Et pour le terrain, coup de bol, une dame souhaitant louer son verger est séduite par leur projet. «Et son loyer, ce sont nos paniers de légumes!»
C’est ainsi qu’en 2014, Terra est créé (pour Transition and Education for a Resilient and Regenerative Agriculture). Et ce n’est effectivement pas une ferme comme les autres. «On ne vend pas au kilo. On a des membres qui paient environ 670 euros pour recevoir un panier différent toutes les semaines pendant la saison agricole» (soit un peu moins d’une année).
Ce système d’agriculture soutenue par la communauté (ASC) évite le gaspillage, facilite la planification de la production et évite les coûteux intermédiaires des circuits de distribution classiques.
Une agriculture régénératrice
Dans les paniers, en ce moment, on trouve tomates, aubergines, poivrons, concombres, melons, herbes aromatiques, et même des pastèques, grâce à trois serres. L’exploitation accueille des variétés traditionnelles d’arbres fruitiers, entre lesquels serpentent des rangées de légumes, d’herbes et de fleurs, qui vivent en symbiose : «Ici, fleurs, insectes et cultures sont ensemble, comme une petite forêt. C’est le contraire de la monoculture, c’est un écosystème naturel.» «On ne fait que du bio. Cela va même au-delà. On est en train d’établir une agriculture régénératrice, qui améliore le sol. On fait des rotations de culture de huit ans pour permettre au sol de se régénérer, on utilise des biofertilisants…»
Et on y croise même des canards! «La raison de leur présence est écologique. Ils mangent les limaces et donnent en bonus des œufs et du fertilisant quand ils se « promènent » dans les cultures.»
Notre discussion est interrompue lorsqu’un habitant du coin arrive avec sa remorque chargée de fumier. «C’est du fumier de cheval. De première qualité», rit-il. Il l’apporte à la coopérative qui valorise ainsi ce fertilisant local. Terra cultive ainsi le maigre lien entre la société et son agriculture. Des ateliers pédagogiques sont organisés pour les enfants, et le dernier dimanche du mois, des rencontres conviviales sont organisées, explique Sophie : «C’est l’Open-Sunday. C’est une activité pratique, les gens s’unissent pour faire ensemble une activité de saison dans les champs». Marko : «C’est génial, les enfants s’éclatent dans la nature, les grands-mères nous donnent leurs recettes. C’est intergénérationnel… Rien que pour ça, ça vaut le coup.»
Romain Van Dyck
De Paris à Luxembourg
Les créateurs de Terra peuvent aussi compter sur des bras supplémentaires : «On a des apprentis, des voisins qui viennent bénévolement, des participants au woofing (NDLR : réseau international où les gens peuvent aller travailler dans des fermes où ils reçoivent logement et alimentation), des volontaires européens…», explique Marko.

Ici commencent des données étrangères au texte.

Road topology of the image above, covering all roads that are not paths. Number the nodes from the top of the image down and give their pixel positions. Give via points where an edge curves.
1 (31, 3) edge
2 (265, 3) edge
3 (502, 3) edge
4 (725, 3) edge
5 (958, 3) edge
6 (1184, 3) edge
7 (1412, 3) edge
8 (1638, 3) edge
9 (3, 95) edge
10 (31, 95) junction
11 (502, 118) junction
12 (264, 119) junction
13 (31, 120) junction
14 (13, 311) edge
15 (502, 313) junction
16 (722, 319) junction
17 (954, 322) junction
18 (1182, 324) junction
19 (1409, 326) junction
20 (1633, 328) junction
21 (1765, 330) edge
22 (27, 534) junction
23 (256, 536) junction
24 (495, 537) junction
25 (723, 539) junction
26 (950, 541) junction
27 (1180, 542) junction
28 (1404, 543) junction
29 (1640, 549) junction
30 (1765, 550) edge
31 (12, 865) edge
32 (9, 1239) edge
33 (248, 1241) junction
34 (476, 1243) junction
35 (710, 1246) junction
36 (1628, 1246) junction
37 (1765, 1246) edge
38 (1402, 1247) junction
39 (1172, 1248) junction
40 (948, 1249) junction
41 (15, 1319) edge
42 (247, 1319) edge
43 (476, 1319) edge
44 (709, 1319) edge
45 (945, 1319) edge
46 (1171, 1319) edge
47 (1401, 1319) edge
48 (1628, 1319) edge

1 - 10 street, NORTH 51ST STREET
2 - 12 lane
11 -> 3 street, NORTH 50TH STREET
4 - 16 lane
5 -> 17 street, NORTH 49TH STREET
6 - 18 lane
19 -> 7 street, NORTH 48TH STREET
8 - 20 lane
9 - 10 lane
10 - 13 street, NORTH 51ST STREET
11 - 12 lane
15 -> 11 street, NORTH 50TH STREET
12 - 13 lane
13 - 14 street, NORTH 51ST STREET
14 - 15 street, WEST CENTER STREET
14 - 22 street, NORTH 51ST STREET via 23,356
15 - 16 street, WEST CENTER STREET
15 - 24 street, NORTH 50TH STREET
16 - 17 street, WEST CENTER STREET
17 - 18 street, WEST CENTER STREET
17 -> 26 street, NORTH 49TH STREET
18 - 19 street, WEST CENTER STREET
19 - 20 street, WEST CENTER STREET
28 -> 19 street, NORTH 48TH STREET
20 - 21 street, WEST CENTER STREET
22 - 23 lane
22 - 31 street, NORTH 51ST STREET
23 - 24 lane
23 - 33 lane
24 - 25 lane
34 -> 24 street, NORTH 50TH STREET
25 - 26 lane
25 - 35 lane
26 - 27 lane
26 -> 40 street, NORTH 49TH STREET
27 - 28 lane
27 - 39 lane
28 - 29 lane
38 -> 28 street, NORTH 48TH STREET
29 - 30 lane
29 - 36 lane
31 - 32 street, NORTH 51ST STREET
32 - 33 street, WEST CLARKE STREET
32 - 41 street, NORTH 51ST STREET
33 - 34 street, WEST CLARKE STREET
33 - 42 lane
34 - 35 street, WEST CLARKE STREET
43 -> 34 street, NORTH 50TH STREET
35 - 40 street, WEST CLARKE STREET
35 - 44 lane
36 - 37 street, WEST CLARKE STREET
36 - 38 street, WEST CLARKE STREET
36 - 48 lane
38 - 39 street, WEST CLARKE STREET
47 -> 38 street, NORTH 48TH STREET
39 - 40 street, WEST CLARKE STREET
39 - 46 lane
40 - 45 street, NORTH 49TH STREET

On rencontre justement Léo Groult (photo). Ce Parisien a fait une école de commerce internationale. «Je suis arrivé par hasard au Luxembourg, grâce au service volontaire européen. Deux fois par semaine, je viens travailler 6 heures ici. Enfin, ce n’est pas du travail, je viens avec plaisir. Je fais de tout et j’apprends beaucoup : préparer le terrain, semer, élaguer…» Léo avoue ne pas encore savoir quoi faire professionnellement. «Mais j’ai toujours rêvé d’avoir une ferme pédagogique avec des animaux. Créer son jardin, être autonome, je trouve ça génial.»
Bonjour Marc,
TERRA n’est non seulement une ASC (agriculture soutenue par la communauté), amis aussi une coopérative. A travers le capital qui entre par l’achat de parts sociales des coopérateurs, TERRA réussit à investir dans des structures nécessaires comme des serres. Ceci nous a permis d’investir sans avoir recours à des subsides, subventions ou prêts bancaires.
Bravo les jeunes ! Tout n’est pas perdu, il y a toujours un moyen de régénérer l’agriculure
Très beau projet, je leurs souhaite que du succès pour le futur! Juste une question; en sachant que les serres coûtes assez chères, comment ont-ils pu en construire 3 sans même demander des aides financières?